On your Opinions page of Nov. 14, you wrote an article demanding that the PUD bury all of the transmission lines to avoid the power outages that we suffer through when the windstorms come to our area. In a perfect world, this would be a great idea. In reality, I think that it cannot practically happen. I do speak from some experience on this subject.
I spent 30 years working for a telephone company with approximately 18 years as a design engineer. One of the costliest ventures that we ever went through was the burying of our cables. As with the PUD, we made developers of new areas provide us with the trenches for service to their projects. In most cases, the local municipalities dictated this also. There was just not enough money for us to put all of our lines underground at our cost.
In your article, you cited many projects for which the PUD had budgeted, but had not spent the dollars.

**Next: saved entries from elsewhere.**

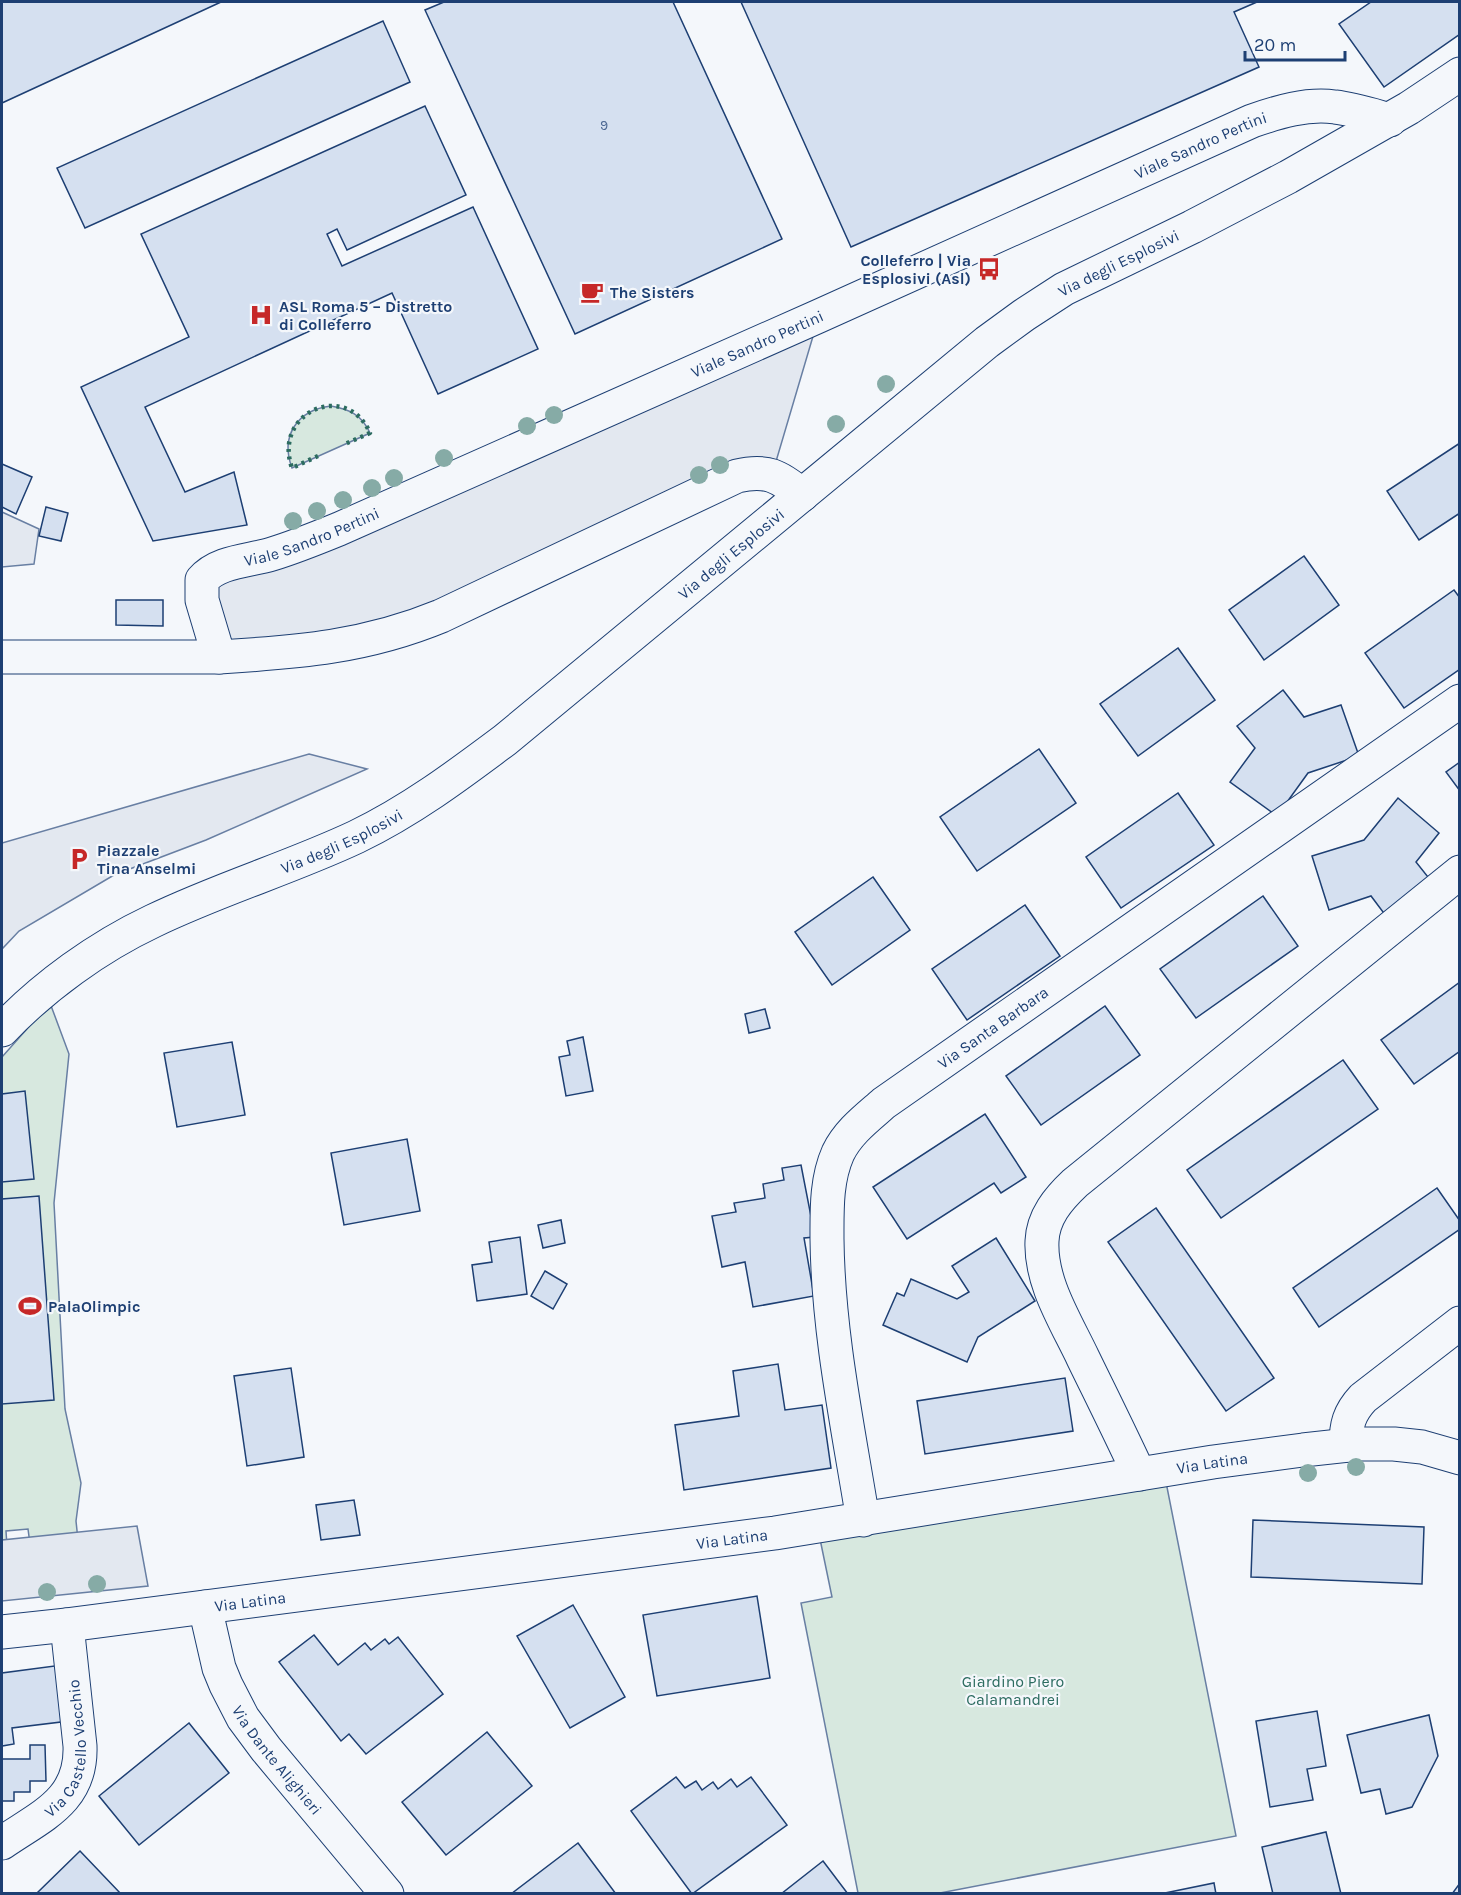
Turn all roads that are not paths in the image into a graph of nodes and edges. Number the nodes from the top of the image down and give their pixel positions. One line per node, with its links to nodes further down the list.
1 (1460, 74): 2 (street, Via degli Esplosivi)
2 (1390, 120): 3 (street, Via degli Esplosivi); 5 (street, Viale Sandro Pertini)
3 (802, 495): 5 (street); 8 (street, Via degli Esplosivi)
4 (2, 657): 5 (street)
5 (219, 657)
6 (1460, 701): 13 (street, Via Santa Barbara)
7 (1460, 872): 12 (street)
8 (2, 1030)
9 (1460, 1323): 10 (street)
10 (1346, 1445): 11 (street, Via Latina); 12 (street, Via Latina)
11 (1460, 1458)
12 (1139, 1474): 13 (street, Via Latina)
13 (863, 1520): 14 (street, Via Latina)
14 (205, 1607): 15 (street, Via Latina); 18 (street, Via Dante Alighieri)
15 (68, 1625): 16 (street, Via Latina); 17 (street, Via Castello Vecchio)
16 (2, 1632)
17 (2, 1843)
18 (387, 1893)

In my opinion, the unspent dollars would not come close to the required monies to bury all of the transmission lines, unless something has occurred where the trenching and installation costs have somehow come down in the seven years since I retired, I do not see the PUD accomplishing a mass undergrounding project without passing the additional costs onto us ratepayers.

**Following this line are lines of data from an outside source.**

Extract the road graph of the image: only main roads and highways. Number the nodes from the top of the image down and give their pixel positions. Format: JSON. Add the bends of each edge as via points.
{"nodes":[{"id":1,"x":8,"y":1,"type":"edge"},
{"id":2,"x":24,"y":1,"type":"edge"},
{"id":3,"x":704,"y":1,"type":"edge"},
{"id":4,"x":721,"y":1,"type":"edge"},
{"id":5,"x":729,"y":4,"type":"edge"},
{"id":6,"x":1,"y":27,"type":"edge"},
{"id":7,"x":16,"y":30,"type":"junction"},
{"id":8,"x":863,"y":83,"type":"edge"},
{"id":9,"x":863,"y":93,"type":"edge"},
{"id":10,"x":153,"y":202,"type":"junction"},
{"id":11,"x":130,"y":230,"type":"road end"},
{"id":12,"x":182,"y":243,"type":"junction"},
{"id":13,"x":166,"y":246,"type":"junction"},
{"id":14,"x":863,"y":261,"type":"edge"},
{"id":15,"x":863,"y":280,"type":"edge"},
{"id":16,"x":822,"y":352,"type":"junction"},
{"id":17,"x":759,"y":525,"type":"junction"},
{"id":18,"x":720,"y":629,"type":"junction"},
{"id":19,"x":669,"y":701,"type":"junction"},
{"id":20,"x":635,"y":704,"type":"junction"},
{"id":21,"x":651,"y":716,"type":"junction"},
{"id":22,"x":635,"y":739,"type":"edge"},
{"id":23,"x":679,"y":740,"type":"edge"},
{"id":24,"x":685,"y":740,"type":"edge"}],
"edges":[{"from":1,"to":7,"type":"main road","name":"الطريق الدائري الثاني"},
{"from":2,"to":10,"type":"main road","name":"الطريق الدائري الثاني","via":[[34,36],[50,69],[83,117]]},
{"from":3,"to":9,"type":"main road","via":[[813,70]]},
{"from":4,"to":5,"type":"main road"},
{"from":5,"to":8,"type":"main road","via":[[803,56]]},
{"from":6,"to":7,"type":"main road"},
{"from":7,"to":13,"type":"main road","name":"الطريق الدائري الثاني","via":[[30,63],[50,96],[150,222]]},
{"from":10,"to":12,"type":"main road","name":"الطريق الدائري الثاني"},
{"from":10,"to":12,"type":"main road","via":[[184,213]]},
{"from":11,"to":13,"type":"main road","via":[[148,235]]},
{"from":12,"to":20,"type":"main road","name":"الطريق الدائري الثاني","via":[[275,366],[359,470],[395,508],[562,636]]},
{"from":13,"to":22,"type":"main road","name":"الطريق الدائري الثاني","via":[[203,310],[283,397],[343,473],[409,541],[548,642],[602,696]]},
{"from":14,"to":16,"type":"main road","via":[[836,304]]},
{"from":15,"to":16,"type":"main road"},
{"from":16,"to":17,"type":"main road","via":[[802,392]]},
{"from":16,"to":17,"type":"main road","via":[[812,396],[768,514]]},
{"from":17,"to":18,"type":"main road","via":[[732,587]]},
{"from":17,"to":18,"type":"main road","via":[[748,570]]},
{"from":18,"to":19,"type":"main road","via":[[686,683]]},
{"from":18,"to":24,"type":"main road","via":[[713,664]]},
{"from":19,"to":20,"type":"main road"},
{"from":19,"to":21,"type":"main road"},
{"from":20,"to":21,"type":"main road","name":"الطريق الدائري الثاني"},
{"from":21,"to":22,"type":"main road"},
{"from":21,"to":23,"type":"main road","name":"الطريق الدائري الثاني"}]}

I'm kind of tapped out with more cost increases to just exist. My food is costing a lot more since the price of transporting food to the local grocery store has spiraled. I don't drive a whole lot anymore since I have to pay those same high gas prices. I'm waiting for the North Beach Water Company to bring improvements to my neighborhood since they gave us their rate increase. I cannot imagine how the county is going to make my life better with the increased taxes based on the new valuation of my property.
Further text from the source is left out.